Without Uro, aggressive strategies are likely going to spring up into tier two. However, these decks often lose to Sacrifice due to lifegain from Cauldron Familiar and Witch’s Oven, as well as Mayhem Devil and Priest of Forgotten Gods’ ability to control the board. Overall, Sacrifice feels like the most inherently powerful thing in the format right now — you can win through graveyard hate with Abrade or Reclamation Sage, and you have Noxious Grasp to deal with Yasharn. You also have Korvold as a plan B out of Jund Sacrifice.
That brings us to the big question: should you play Jund or Rakdos Sacrifice? Typically, I prefer Rakdos Sacrifice against a diverse metagame because of its improved consistency and stronger mana base. However, after the format settles down, I expect more players to gravitate to Jund Sacrifice, and I do not want to be playing Rakdos Sacrifice in that head-to-head. You can stay pretty even in the match-up, but Collected Company and Korvold are hard to outpace or catch up to when you’re behind. I would much rather be playing a Jund Sacrifice mirror and tuning my sideboard to hedge for the mirror.
On my stream this week, I took this Jund Sacrifice list all the way to #10 on the ranked ladder.
While you probably aren’t surprised that I’m recommending a Sacrifice deck in this article, you might not have expected my next recommendation.
That’s right, Azorius Control. Back when Uro was in the format, it was hard to justify playing this deck for a few reasons. First, it was more effective to splash green in your Azorius deck to play Uro, as well as cards like Growth Spiral and Yasharn. Bant Control almost completely overtook Azorius Control as an archetype because the green cards provided card advantage and a higher power level. Secondly, Azorius Control often could not keep up with Uro players’ mana ramp and card advantage. It’s hard for Azorius Control to run a Sultai Midrange player out of cards or even counter multiple spells a turn with half the amount of mana as the opponent.
With Uro out of the picture, there are few reasons not to play Azorius Control, and the deck certainly has its strengths, too. Azorius Control is one of the only decks that actively benefits from running the most effective hate card in Historic in the main deck: Grafdigger’s Cage. Cage is one of the best cards against Sacrifice, Goblins, Auras, and other Collected Company decks. Often, having this card in the main deck can help Azorius Control win games they wouldn’t have won otherwise.
Additionally, there have been great additions to this archetype in Kaldheim. Doomskar is one of the most impressive cards to be added to Azorius Control in a while. Often, these control decks roll over to fast, aggressive strategies, and a turn four board wipe just isn’t good enough.

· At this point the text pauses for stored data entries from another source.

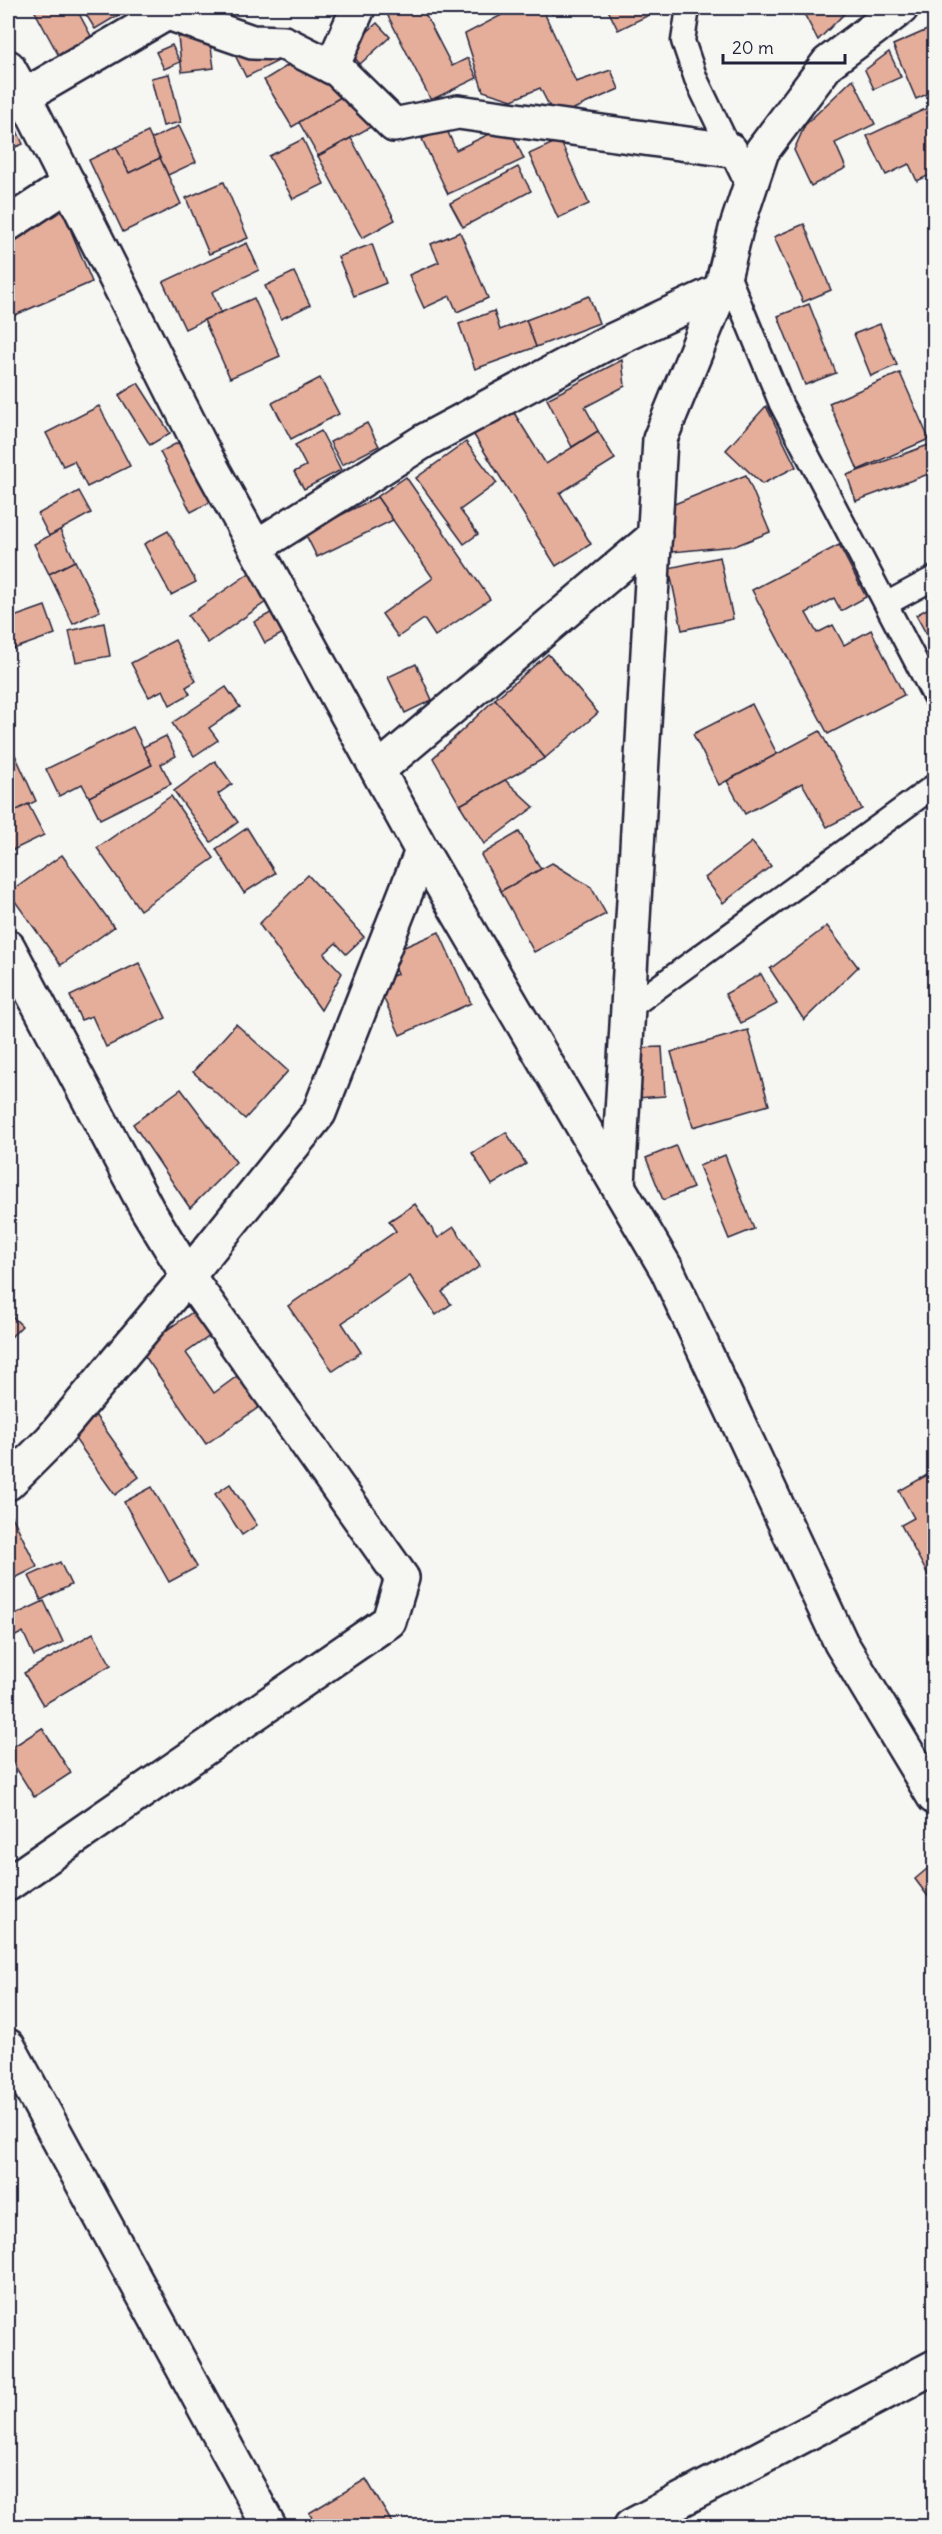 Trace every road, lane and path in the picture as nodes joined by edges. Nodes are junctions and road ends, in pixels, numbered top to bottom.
1 (358, 8) edge
2 (688, 8) edge
3 (901, 8) edge
4 (162, 9) edge
5 (8, 67) edge
6 (332, 67) junction
7 (24, 96) junction
8 (730, 150) junction
9 (69, 184) junction
10 (749, 189) junction
11 (8, 224) edge
12 (724, 280) junction
13 (655, 536) junction
14 (256, 547) junction
15 (934, 578) edge
16 (886, 603) junction
17 (934, 696) edge
18 (378, 770) junction
19 (934, 786) edge
20 (422, 851) junction
21 (8, 947) edge
22 (628, 1009) junction
23 (618, 1185) junction
24 (188, 1276) junction
25 (8, 1483) edge
26 (934, 1797) edge
27 (8, 1884) edge
28 (8, 2046) edge
29 (934, 2367) edge
30 (269, 2526) edge
31 (631, 2526) edge

1 - 6 street
2 - 8 lane
3 - 10 street
4 - 6 street
4 - 7 street
5 - 7 street
6 - 8 street
7 - 9 street
8 - 10 lane
9 - 11 street
9 - 14 street
10 - 12 street
12 - 13 street
12 - 14 street
12 - 16 lane
13 - 18 street
13 - 22 street
14 - 18 street
15 - 16 lane
16 - 17 lane
18 - 20 street
19 - 22 lane
20 - 23 street
20 - 24 street
21 - 24 street
22 - 23 street
23 - 26 street
24 - 25 street
24 - 27 street
28 - 30 street
29 - 31 street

I have had no issue casting Doomskar for its foretell cost on turn three when necessary.
You’ve probably heard me talk about Starnheim Unleashed before, and I still think it’s the most underrated card in Kaldheim. This card has overperformed in every deck I have put it in, and it is especially useful in Azorius Control as an extra wincon or a way to combat small creature decks.
Thanks to both these cards, I took the Azorius Control list above on a 14-1 streak to hit #13 on the ranked ladder.
Overall, I don’t think the metagame changes a lot with only an Uro ban. I love Sacrifice decks and would prefer not to see any cards from the deck banned, but I think it will be hard to find a way to successfully combat it in the current metagame. Historic Anthology 4 has been announced for the future, and I hope that can shake up Historic in an exciting and healthy way. Until then, I recommend playing Jund Sacrifice or Azorius Control, as both are very powerful and will bring you success in the current metagame.